▸ Problem
Show all lines from the listing below that contain "Stefan".

━━ Dataset excerpts ━━

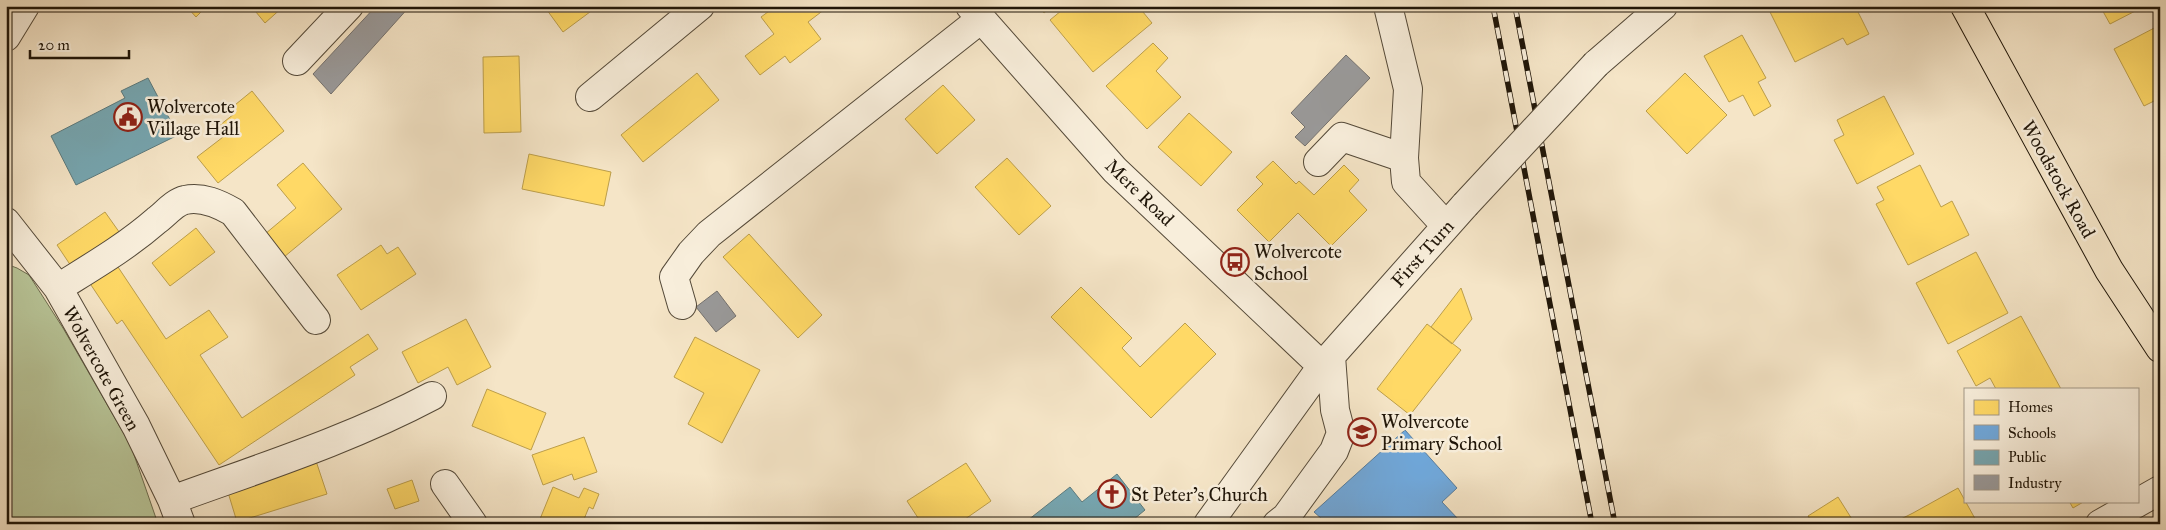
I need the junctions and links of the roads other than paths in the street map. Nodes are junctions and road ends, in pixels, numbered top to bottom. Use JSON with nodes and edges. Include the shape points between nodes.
{"nodes":[{"id":1,"x":25,"y":6,"type":"edge"},
{"id":2,"x":349,"y":6,"type":"edge"},
{"id":3,"x":700,"y":6,"type":"edge"},
{"id":4,"x":1388,"y":6,"type":"edge"},
{"id":5,"x":1964,"y":6,"type":"edge"},
{"id":6,"x":1654,"y":9,"type":"edge"},
{"id":7,"x":976,"y":13,"type":"edge"},
{"id":8,"x":6,"y":37,"type":"edge"},
{"id":9,"x":297,"y":61,"type":"dead end"},
{"id":10,"x":590,"y":97,"type":"dead end"},
{"id":11,"x":1404,"y":158,"type":"junction"},
{"id":12,"x":1318,"y":162,"type":"dead end"},
{"id":13,"x":6,"y":222,"type":"edge"},
{"id":14,"x":1446,"y":226,"type":"junction"},
{"id":15,"x":58,"y":288,"type":"junction"},
{"id":16,"x":682,"y":305,"type":"dead end"},
{"id":17,"x":316,"y":320,"type":"dead end"},
{"id":18,"x":2160,"y":348,"type":"edge"},
{"id":19,"x":1327,"y":361,"type":"junction"},
{"id":20,"x":432,"y":396,"type":"dead end"},
{"id":21,"x":445,"y":484,"type":"dead end"},
{"id":22,"x":2160,"y":490,"type":"edge"},
{"id":23,"x":176,"y":512,"type":"edge"},
{"id":24,"x":473,"y":524,"type":"edge"},
{"id":25,"x":1208,"y":524,"type":"edge"},
{"id":26,"x":1277,"y":524,"type":"edge"},
{"id":27,"x":2100,"y":524,"type":"edge"}],
"edges":[{"from":1,"to":8,"type":"street"},
{"from":2,"to":9,"type":"street"},
{"from":3,"to":10,"type":"street"},
{"from":4,"to":11,"type":"street","via":[[1408,89]]},
{"from":5,"to":18,"type":"main road","name":"Woodstock Road","via":[[2110,270]]},
{"from":6,"to":14,"type":"street","name":"First Turn","bridge":true,"via":[[1596,64]]},
{"from":7,"to":16,"type":"street","via":[[709,234],[674,277]]},
{"from":7,"to":19,"type":"street","name":"Mere Road","via":[[1115,170]]},
{"from":11,"to":12,"type":"street","via":[[1342,138]]},
{"from":11,"to":14,"type":"street","via":[[1406,182]]},
{"from":13,"to":15,"type":"street","name":"Wolvercote Green"},
{"from":14,"to":19,"type":"street","name":"First Turn"},
{"from":15,"to":17,"type":"street","via":[[128,244],[184,200],[198,200],[216,203],[233,212]]},
{"from":15,"to":23,"type":"street","name":"Wolvercote Green","via":[[136,426]]},
{"from":19,"to":25,"type":"street","name":"First Turn"},
{"from":19,"to":26,"type":"street","via":[[1341,433],[1334,451],[1286,517]]},
{"from":20,"to":23,"type":"street","via":[[399,414]]},
{"from":21,"to":24,"type":"street"},
{"from":22,"to":27,"type":"street"}]}
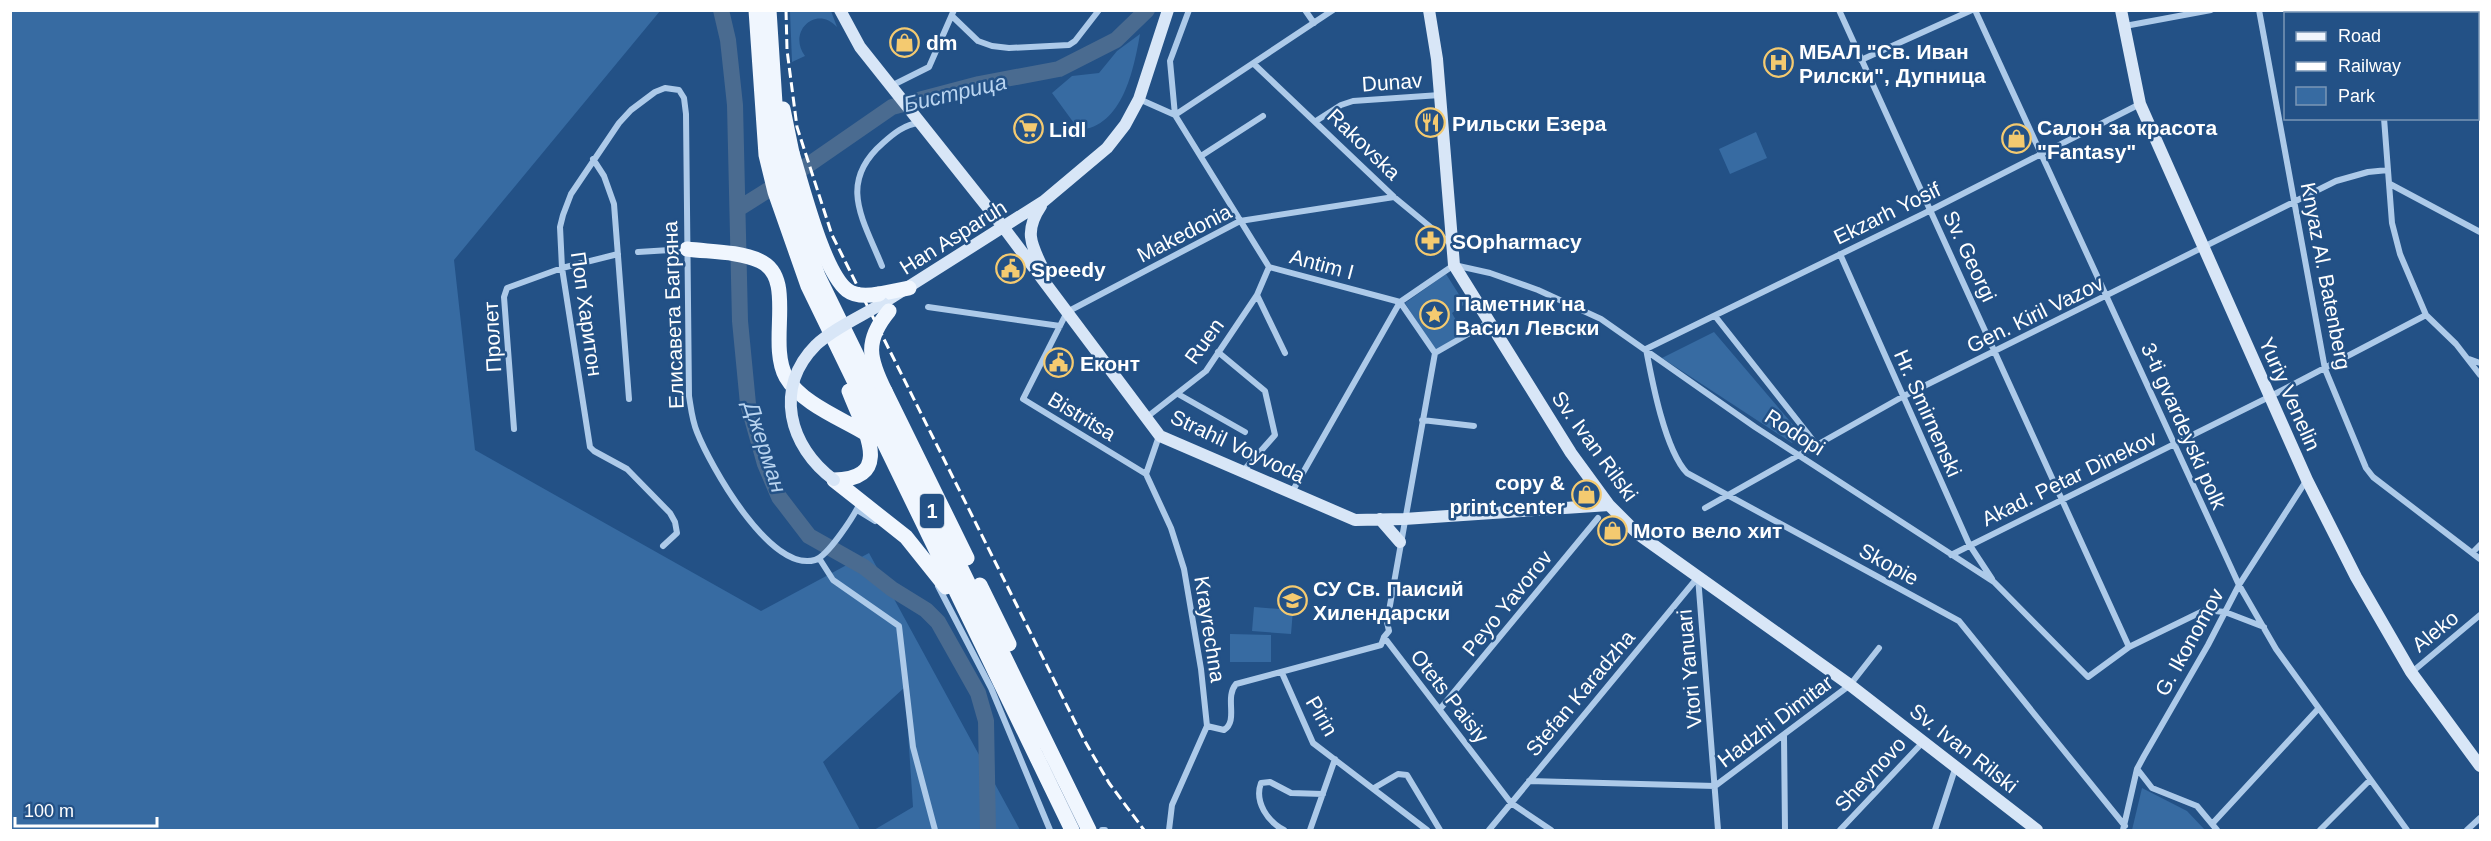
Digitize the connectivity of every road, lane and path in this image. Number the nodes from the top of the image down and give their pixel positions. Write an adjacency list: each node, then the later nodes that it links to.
1 (756, 10): 33 (main road, 1)
2 (770, 10): 33 (main road)
3 (840, 10): 21 (street, Strahil Voyvoda)
4 (1099, 10): 15 (street)
5 (1168, 10): 23 (street, Han Asparuh)
6 (1189, 10): 25 (street)
7 (1305, 10): 16 (street)
8 (1333, 10): 16 (street)
9 (1839, 10): 18 (street, Sv. Georgi)
10 (1973, 10): 18 (street); 30 (street, 3-ti gvardeyski polk)
11 (2121, 10): 17 (street, Yuriy Venelin)
12 (2211, 10): 17 (street)
13 (2259, 10): 39 (street, Knyaz Al. Batenberg)
14 (1431, 11): 22 (street, Sv. Ivan Rilski)
15 (953, 13): 21 (street)
16 (1314, 23): 19 (street)
17 (2125, 27): 24 (street, Yuriy Venelin)
18 (1861, 60): 40 (street, Sv. Georgi)
19 (1255, 65): 25 (street); 29 (street, Rakovska)
20 (672, 87): 32 (street, Поп Харитон); 46 (street, Елисавета Багряна)
21 (890, 87): 27 (street, Strahil Voyvoda)
22 (1440, 95): 29 (street, Dunav); 44 (street, Sv. Ivan Rilski)
23 (1139, 99): 25 (street); 38 (street, Han Asparuh)
24 (2140, 104): 30 (street, Ekzarh Yosif); 45 (street, Yuriy Venelin)
25 (1175, 115): 31 (street, Antim I)
26 (1263, 116): 31 (street)
27 (917, 120): 42 (street, Strahil Voyvoda); 51 (street)
28 (2384, 120): 34 (street)
29 (1316, 121): 37 (street, Rakovska)
30 (2042, 154): 40 (street, Ekzarh Yosif); 58 (street, 3-ti gvardeyski polk)
31 (1201, 156): 41 (street, Antim I)
32 (593, 159): 48 (street); 53 (street, Поп Харитон)
33 (780, 160): 36 (main road, 1); 60 (main road, bridge)
34 (2388, 170): 35 (street); 39 (street, Gen. Kiril Vazov)
35 (2390, 184): 43 (street); 63 (street)
36 (781, 189): 54 (main road, 1); 139 (main road, 1)
37 (1394, 197): 41 (street, Makedonia); 44 (street, Rakovska)
38 (1044, 201): 42 (street, Han Asparuh); 57 (street)
39 (2294, 203): 45 (street, Gen. Kiril Vazov); 74 (street, Knyaz Al. Batenberg)
40 (1931, 210): 49 (street, Ekzarh Yosif); 69 (street, Sv. Georgi)
41 (1240, 221): 52 (street, Antim I); 62 (street, Makedonia)
42 (1004, 228): 55 (street, Han Asparuh); 57 (street, Strahil Voyvoda)
43 (2481, 232)
44 (1452, 244): 50 (street, Sv. Ivan Rilski)
45 (2204, 248): 58 (street, Gen. Kiril Vazov); 78 (street, Yuriy Venelin)
46 (687, 249): 47 (street); 85 (main road); 110 (street, Елисавета Багряна)
47 (639, 252)
48 (618, 254): 53 (street, Пролет); 79 (street)
49 (1840, 254): 64 (street, Ekzarh Yosif); 77 (street, Hr. Smirnenski)
50 (1454, 265): 59 (street); 65 (street, Sv. Ivan Rilski); 67 (street, Rodopi)
51 (882, 266)
52 (1269, 267): 56 (street, Ruen); 59 (street, Antim I)
53 (562, 268): 83 (street, Пролет); 107 (street, Поп Харитон)
54 (808, 286): 85 (main road); 117 (main road, 1)
55 (909, 288): 60 (main road)
56 (1257, 295): 68 (street, Ruen); 70 (street)
57 (1055, 296): 62 (street, Strahil Voyvoda)
58 (2108, 297): 69 (street, Gen. Kiril Vazov); 88 (street, 3-ti gvardeyski polk)
59 (1400, 302): 71 (street); 95 (street)
60 (883, 303): 93 (street, bridge); 139 (main road, bridge)
61 (928, 307): 66 (street)
62 (1067, 312): 66 (street, Bistritsa); 80 (street, Strahil Voyvoda)
63 (2426, 315): 72 (street); 74 (street, Akad. Petar Dinekov)
64 (1715, 316): 67 (street, Ekzarh Yosif); 87 (street)
65 (1489, 322): 71 (street); 99 (street, Sv. Ivan Rilski)
66 (1060, 326): 91 (street, Bistritsa)
67 (1646, 349): 89 (street, Rodopi); 96 (street, Skopie)
68 (1218, 352): 76 (street, Ruen); 90 (street)
69 (1996, 352): 77 (street, Gen. Kiril Vazov); 97 (street, Sv. Georgi)
70 (1285, 353)
71 (1435, 353): 81 (street)
72 (2469, 359): 73 (street); 75 (street)
73 (2481, 363)
74 (2325, 369): 78 (street, Akad. Petar Dinekov); 108 (street, Knyaz Al. Batenberg)
75 (2481, 375)
76 (1178, 394): 80 (street, Ruen); 84 (street)
77 (1902, 397): 87 (street, Gen. Kiril Vazov); 105 (street, Hr. Smirnenski)
78 (2269, 397): 88 (street, Akad. Petar Dinekov); 94 (street, Yuriy Venelin)
79 (629, 399)
80 (1146, 418): 86 (street, Strahil Voyvoda)
81 (1422, 420): 82 (street); 103 (street)
82 (1474, 426)
83 (514, 429)
84 (1245, 432)
85 (865, 433): 92 (main road)
86 (1160, 436): 90 (street, Strahil Voyvoda); 91 (street)
87 (1816, 444): 89 (street, Gen. Kiril Vazov)
88 (2174, 445): 97 (street, Akad. Petar Dinekov); 114 (street, 3-ti gvardeyski polk)
89 (1798, 454): 96 (street, Gen. Kiril Vazov); 109 (street, Rodopi)
90 (1244, 471): 95 (street, Strahil Voyvoda)
91 (1146, 474): 127 (street, Krayrechna)
92 (862, 475): 93 (main road); 98 (main road)
93 (834, 480): 98 (main road)
94 (2307, 480): 114 (street, G. Ikonomov); 122 (street, Yuriy Venelin)
95 (1292, 492): 102 (street, Strahil Voyvoda)
96 (1727, 494): 100 (street, Gen. Kiril Vazov); 143 (street, Skopie)
97 (2062, 499): 105 (street, Akad. Petar Dinekov); 120 (street, Sv. Georgi)
98 (859, 505): 110 (street); 117 (main road); 146 (street)
99 (1609, 505): 103 (street, Strahil Voyvoda); 112 (street, Sv. Ivan Rilski)
100 (1705, 508)
101 (1598, 518): 125 (street, Peyo Yavorov)
102 (1380, 519): 103 (street, Strahil Voyvoda); 104 (street)
103 (1404, 519): 104 (street)
104 (1400, 542): 119 (street)
105 (1969, 544): 109 (street, Akad. Petar Dinekov); 113 (street, Hr. Smirnenski)
106 (2481, 545): 108 (street)
107 (663, 546)
108 (2472, 553): 111 (street, Knyaz Al. Batenberg)
109 (1952, 555): 113 (street, Rodopi)
110 (821, 557): 145 (street)
111 (2481, 559)
112 (1698, 578): 124 (street, Sv. Ivan Rilski); 135 (street, Stefan Karadzha); 136 (street, Vtori Yanuari)
113 (1994, 582): 120 (street, Rodopi)
114 (2239, 585): 115 (street, G. Ikonomov); 118 (street, 3-ti gvardeyski polk)
115 (2225, 612): 118 (street); 120 (street); 133 (street, G. Ikonomov)
116 (2481, 615): 122 (street, Aleko)
117 (971, 621): 147 (main road, 1)
118 (2264, 627): 126 (street, 3-ti gvardeyski polk)
119 (1384, 637): 123 (street, Otets Paisiy); 125 (street, Otets Paisiy)
120 (2129, 647)
121 (1879, 648): 124 (street, Hadzhi Dimitar)
122 (2411, 672): 132 (street, Yuriy Venelin)
123 (1282, 673): 127 (street, Otets Paisiy); 130 (street, Pirin)
124 (1850, 685): 128 (street, Hadzhi Dimitar); 129 (street, Sv. Ivan Rilski)
125 (1440, 709): 140 (street, Otets Paisiy)
126 (2318, 709): 134 (street, 3-ti gvardeyski polk); 142 (street)
127 (1207, 726): 144 (street, Krayrechna)
128 (1784, 736): 136 (street, Hadzhi Dimitar); 156 (street)
129 (1924, 741): 131 (street, Sv. Ivan Rilski); 157 (street, Sheynovo)
130 (1335, 759): 137 (street, Pirin); 138 (street)
131 (1956, 766): 158 (street); 159 (street, Sv. Ivan Rilski)
132 (2481, 766)
133 (2137, 770): 142 (street); 143 (street, G. Ikonomov)
134 (2370, 780): 161 (street); 162 (street, 3-ti gvardeyski polk)
135 (1529, 781): 136 (street, Hadzhi Dimitar); 140 (street, Stefan Karadzha)
136 (1715, 786): 155 (street, Vtori Yanuari)
137 (1374, 788): 151 (street, Pirin); 152 (street)
138 (1323, 794): 149 (street); 150 (street)
139 (1073, 799): 148 (main road, 1)
140 (1511, 803): 153 (street, Stefan Karadzha); 154 (street, Otets Paisiy)
141 (2481, 818): 163 (street)
142 (2212, 824): 160 (street)
143 (2124, 828)
144 (1169, 830)
145 (935, 831)
146 (1050, 831)
147 (1072, 831)
148 (1089, 831)
149 (1284, 831)
150 (1310, 831)
151 (1427, 831)
152 (1440, 831)
153 (1489, 831)
154 (1551, 831)
155 (1718, 831)
156 (1785, 831)
157 (1840, 831)
158 (1935, 831)
159 (2037, 831)
160 (2217, 831)
161 (2320, 831)
162 (2407, 831)
163 (2467, 831)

━━━

▸ Answer section
112 (1698, 578): 124 (street, Sv. Ivan Rilski); 135 (street, Stefan Karadzha); 136 (street, Vtori Yanuari)
135 (1529, 781): 136 (street, Hadzhi Dimitar); 140 (street, Stefan Karadzha)
140 (1511, 803): 153 (street, Stefan Karadzha); 154 (street, Otets Paisiy)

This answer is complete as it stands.